Uke can do it

Front from left, Jamie, Jackson, Flynn, Taylan, Zach, Noah, Hayley, Taesha. Behind from left, Lilli, Hilary, Teacher Dan MacEoin, Aiden, Jude. 193260_03

Websters dictionary defines a ukulele as a small guitar of Portuguese origin popularised in Hawaii in the 1880s and strung typically with four strings

Now that you have a bit of background knowledge on it, we think it’s the ideal time to familiarise your ears with the magical sounds these devices can produce.

What better way to do that than by attending this year’s Hills Ukulele festival which run from 18-19 May.

The Hills Ukulele Festival is back on at Emerald Primary School promoting all things ukulele.

Festival Director, Dan MacEoin said the festival line-up features a diverse range of world-class ukulele performers, ukulele groups and workshops.

“This year, the Hills Ukulele Festival has 10 workshops, 8 Featured Artists, 18 community groups, 3 stages, 6 primary schools, 2 secondary schools, group strum-alongs, open mics and a raffle,” Mr MacEoin said.

“We have more and more bands and three stages running this year on the Sunday, but also free workshops for school teachers and students.

“One aspect of the festival that sets it apart from other music events is that all Saturday workshop participants are welcomed to the main stage during the Gala Concert to play their workshop song with the featured artists … how many music festivals have that level of inclusivity?”

Mr MacEoin, who is also the music teacher at Emerald Primary School, is a strong advocate for the ukulele as a tool for teaching music theory.

He said the ukulele was a great instrument for people to play and was becoming increasingly popular among people of all ages.

“The ukulele has a lot of instant success moments and as a school teacher you can use it to teach theory and have fun with it … that’s appealing on a lot of levels.”

“It’s accessible, cheap and you can build skills very quickly.”
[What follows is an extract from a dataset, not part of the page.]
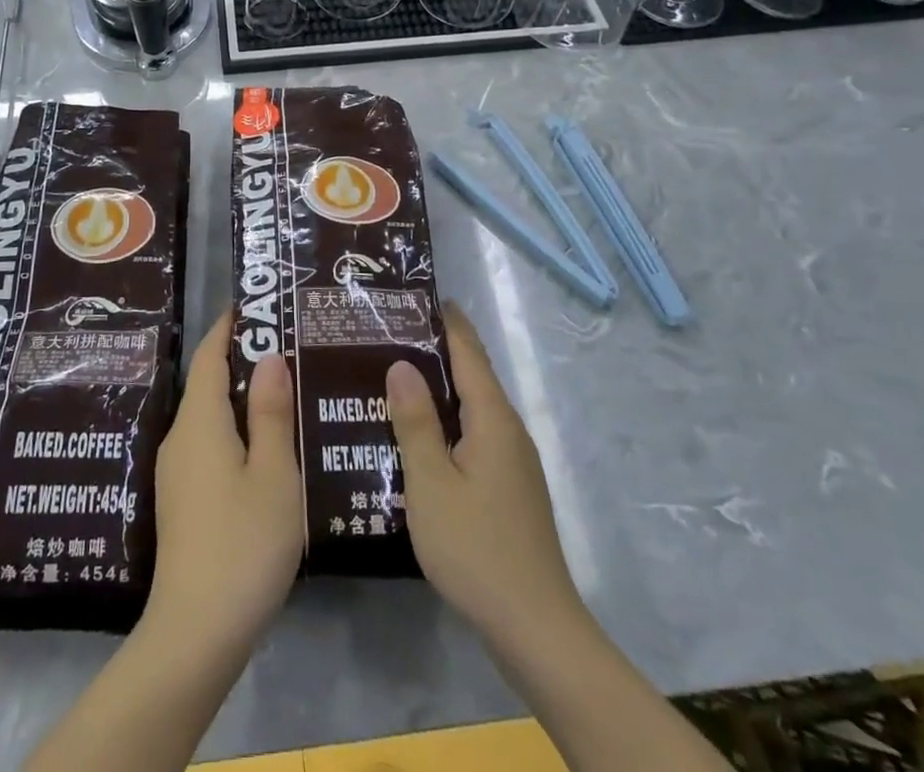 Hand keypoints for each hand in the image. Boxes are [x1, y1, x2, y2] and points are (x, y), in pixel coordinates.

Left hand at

For the price of a Saturday ticket, participants get the opportunity to take part in nine different workshops with a range of experience levels, and then perform on stage.
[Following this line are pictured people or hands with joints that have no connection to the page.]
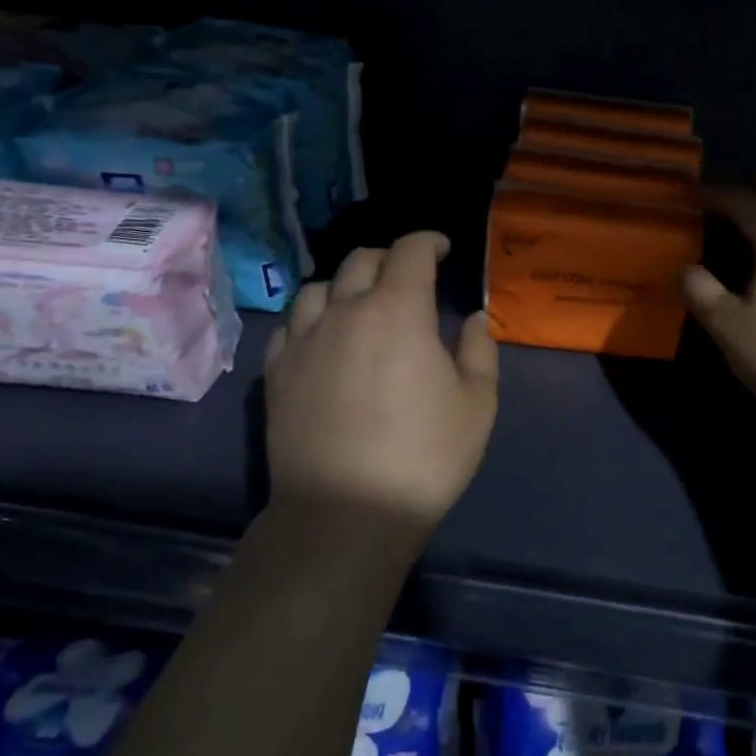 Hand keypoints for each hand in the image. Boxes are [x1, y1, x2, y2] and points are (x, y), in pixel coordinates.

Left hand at [263, 232, 498, 530]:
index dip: (429, 241)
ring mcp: (304, 341)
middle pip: (361, 260)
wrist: (345, 513)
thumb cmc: (424, 457)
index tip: (443, 249)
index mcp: (399, 310)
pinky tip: (323, 338)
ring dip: (346, 285)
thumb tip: (473, 318)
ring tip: (360, 305)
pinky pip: (290, 324)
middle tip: (409, 278)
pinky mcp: (276, 373)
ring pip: (318, 287)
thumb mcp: (478, 405)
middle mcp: (345, 311)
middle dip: (390, 258)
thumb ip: (479, 350)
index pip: (410, 251)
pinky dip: (312, 318)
Then on Sunday 19 May there will be a variety of community group performances, open mic opportunities and group strummalongs, across 3 different stages.

Additional information (ticketing, workshops and performers) can be found on their website as well as their Facebook page Hills Ukulele Festival (HUF).

“If you ever want to feel welcomed, show up to a ukulele event, you won’t find a nicer bunch of people,” Mr McEoin said.